É possível, no mundo dos fatos, a coexistência de relações com vínculo
afetivo e duradouro, e até com objetivo de constituir família, mas a
legislação ainda não confere ao concubinato proteção jurídica no âmbito
do direito de família. A observação foi feita pelo ministro Luis Felipe
Salomão, da Quarta Turma do Superior Tribunal de Justiça (STJ), ao votar
dando provimento a recurso especial da esposa para restabelecer
sentença que negou à concubina o reconhecimento de união estável, para
efeito de receber pensão. Tudo começou quando o concubino morreu
e a concubina foi à Justiça, com ação declaratória de reconhecimento de
união estável em face da sucessão do falecido, representada pela
esposa. Na ação, afirmou que ela e o falecido assumiram publicamente a
relação desde janeiro de 2000, como se casados fossem, e passaram a
residir juntos em 2002. O advogado disse que, apesar de
formalmente casado com a esposa., o falecido estava separado de fato
desde 2000, sendo possível a habilitação da autora da ação junto ao
Instituto de Previdência do Estado do Rio Grande do Sul (Ipergs), para o
recebimento de pensão relativa ao benefício previdenciário do
companheiro. Afirmou também que ele não deixou totalmente a esposa
porque ela havia ficado doente, após sofrer um acidente. Na
contestação, a defesa da esposa afirmou que ela permaneceu casada com o
falecido por 36 anos, até a sua morte em 2005, sem que ele jamais
tivesse abandonado o lar. Argumentou que a própria concubina escrevera
carta admitindo que ele continuava casado, não podendo ser reconhecida a
união estável paralela, mas mero relacionamento extraconjugal. A
ação foi julgada improcedente. Segundo o juiz, não foi comprovado que,
em algum momento, o falecido tenha tentado terminar o casamento para
formar uma entidade familiar com a autora.
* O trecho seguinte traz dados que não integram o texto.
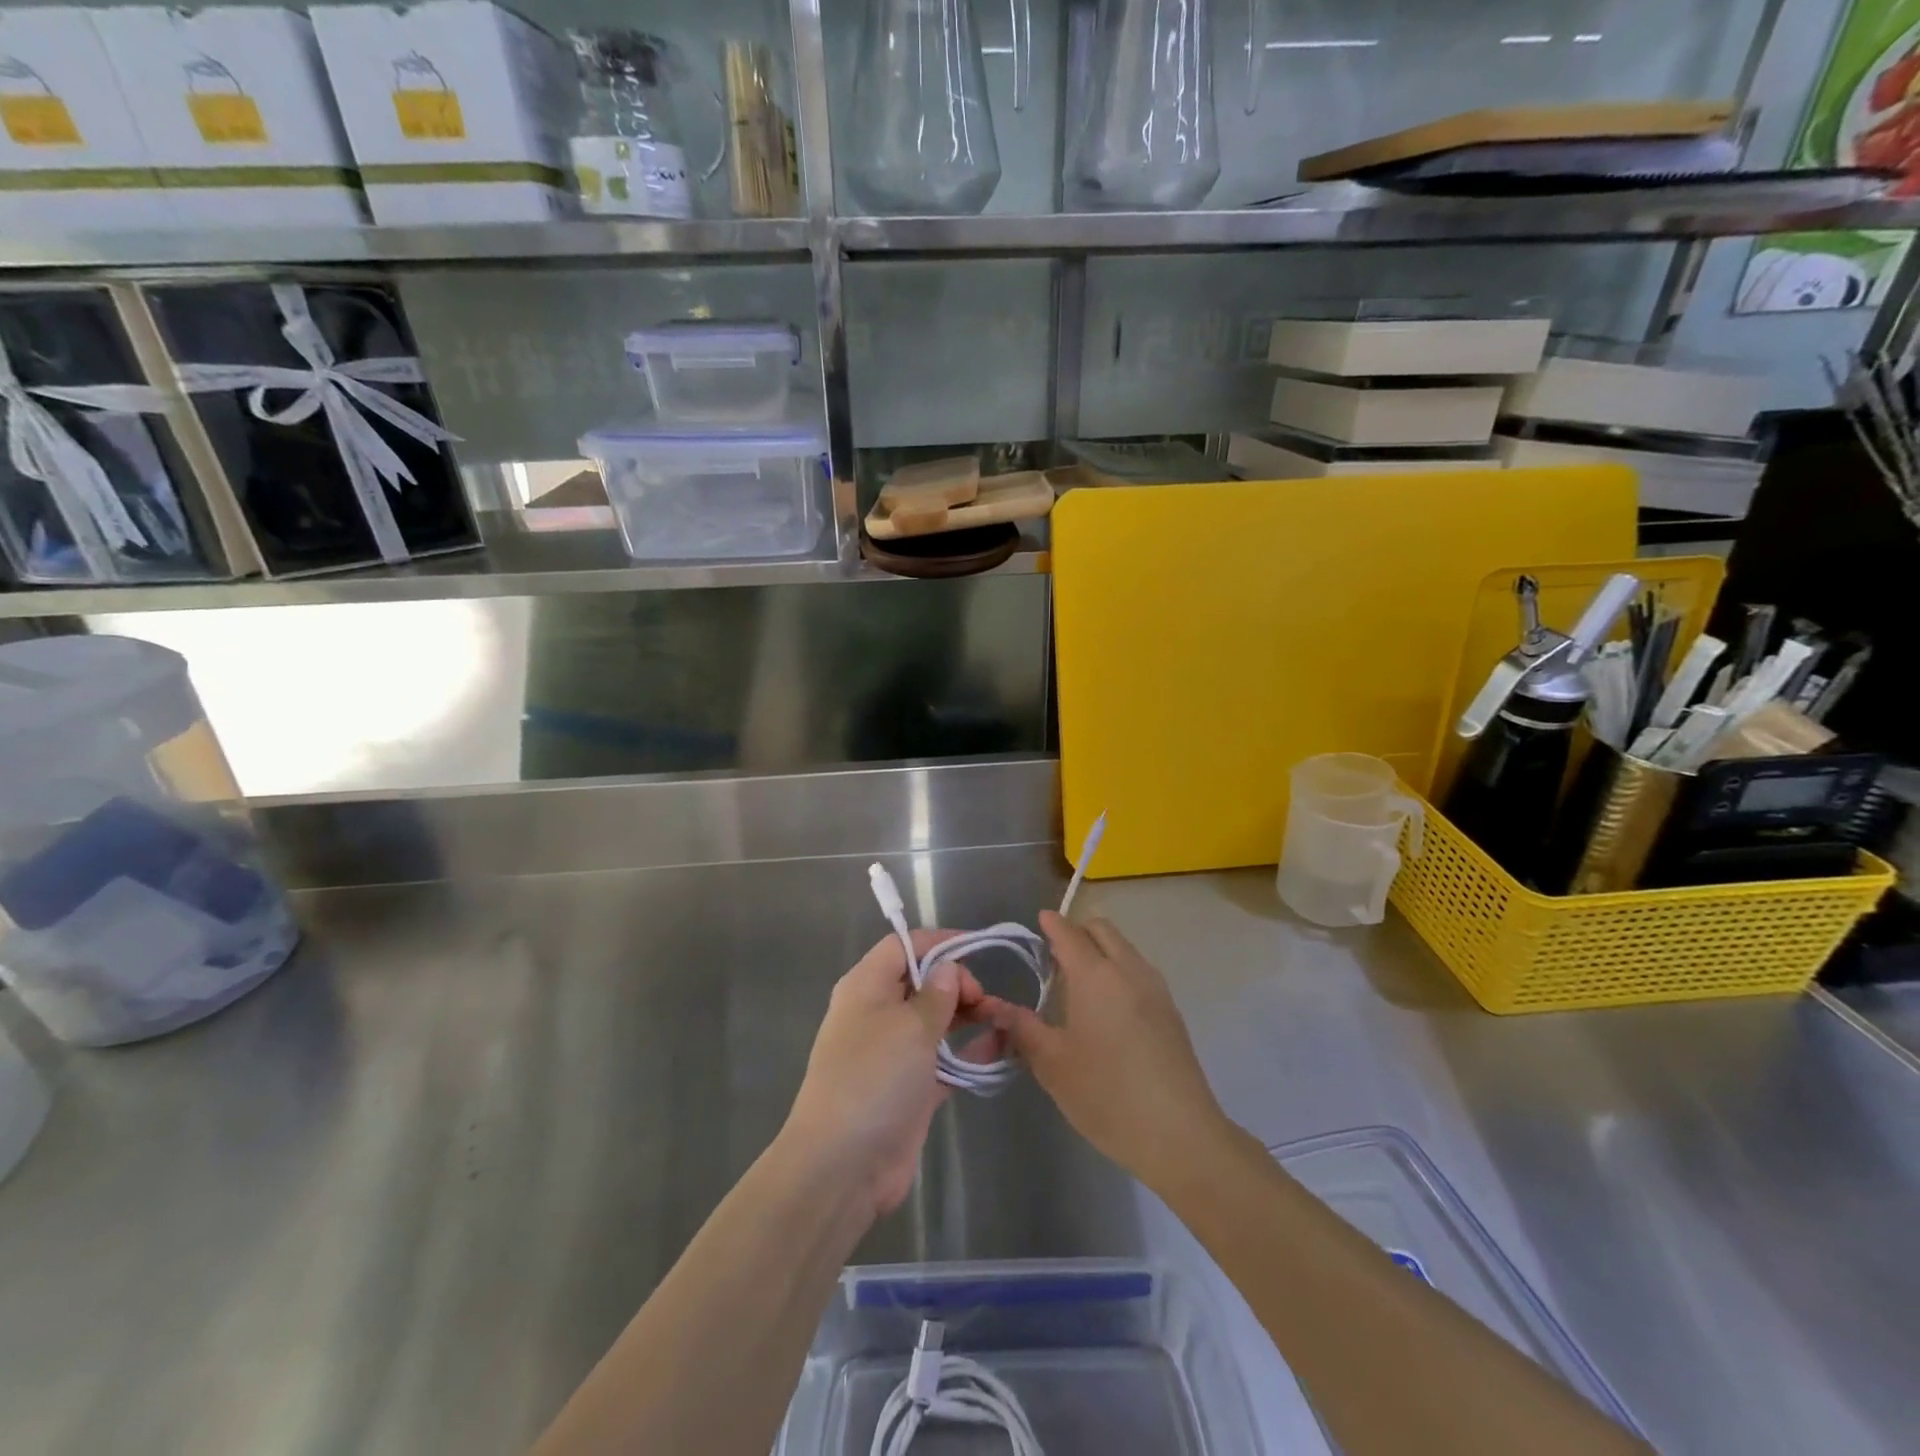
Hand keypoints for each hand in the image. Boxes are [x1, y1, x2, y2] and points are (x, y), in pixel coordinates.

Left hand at [783, 931, 1001, 1221]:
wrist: (843, 1165)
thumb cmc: (874, 1077)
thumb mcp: (910, 1026)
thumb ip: (937, 994)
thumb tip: (948, 969)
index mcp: (866, 986)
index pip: (902, 947)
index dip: (938, 943)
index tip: (976, 949)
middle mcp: (876, 1013)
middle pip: (921, 981)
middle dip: (957, 982)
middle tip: (985, 999)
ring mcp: (892, 1053)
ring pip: (933, 1020)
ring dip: (966, 1016)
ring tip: (1001, 1018)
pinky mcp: (908, 1088)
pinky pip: (942, 1059)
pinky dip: (967, 1052)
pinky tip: (999, 1049)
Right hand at [983, 912, 1232, 1193]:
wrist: (1179, 1134)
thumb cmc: (1106, 1095)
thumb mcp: (1052, 1064)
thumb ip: (1023, 1029)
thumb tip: (997, 1008)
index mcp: (1095, 975)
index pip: (1069, 932)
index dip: (1051, 924)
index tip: (1038, 922)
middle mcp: (1128, 969)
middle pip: (1102, 929)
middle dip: (1077, 931)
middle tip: (1054, 955)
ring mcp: (1155, 988)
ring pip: (1124, 948)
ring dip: (1101, 950)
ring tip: (1078, 983)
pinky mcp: (1171, 1011)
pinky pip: (1139, 970)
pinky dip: (1119, 970)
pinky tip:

A concubina apelou, e o
Tribunal de Justiça do Rio Grande do Sul (TJRS) deu provimento ao
recurso.
Família paralela “Se, mesmo
não estando separado de fato da esposa, vivia o falecido em união
estável com a autora/companheira, entidade familiar perfeitamente
caracterizada nos autos, deve ser reconhecida a sua existência, paralela
ao casamento, com a consequente partilha de bens”, justificou o
tribunal gaúcho. A esposa recorreu ao STJ, sustentando a mesma
alegação: é impossível o reconhecimento de união estável, na medida em
que o falecido continuou casado e convivendo com ela, não tendo sido
demonstrada pela outra parte a separação de fato. Em parecer, o
Ministério Público Federal opinou pelo provimento do recurso. Em
decisão unânime, a Quarta Turma declarou a impossibilidade de
reconhecimento da união estável concomitante ao casamento. “Mesmo que
determinada relação não eventual reúna as características fáticas de uma
união estável, em havendo o óbice, para os casados, da ausência de
separação de fato, não há de ser reconhecida a união estável”, afirmou o
ministro Luis Felipe Salomão, relator do caso. Ele observou que
a manutenção de uma sociedade conjugal por finalidades outras que não
as tradicionalmente imaginadas pela doutrina ou pela sociedade não
descaracteriza como casamento a união voluntária entre duas pessoas.
“Descabe indagar com que propósito o falecido mantinha sua vida comum
com a esposa, se por razões humanitárias ou por qualquer outro motivo,
ou se entre eles havia vida íntima”, considerou. Ao dar
provimento ao recurso especial, o relator ressaltou que tal ingerência
agride a garantia de inviolabilidade da vida privada e, de resto, todos
os direitos conexos à dignidade da pessoa humana. “Não se mostra
conveniente, sob o ponto de vista da segurança jurídica, inviolabilidade
da intimidade, vida privada e da dignidade da pessoa humana, abrir as
portas para questionamento acerca da quebra da affectio familiae, com vistas ao reconhecimento de uniões estáveis paralelas a casamento válido”, concluiu o ministro.
O número deste processo não é divulgado em razão de sigilo judicial.
O número deste processo não é divulgado em razão de sigilo judicial.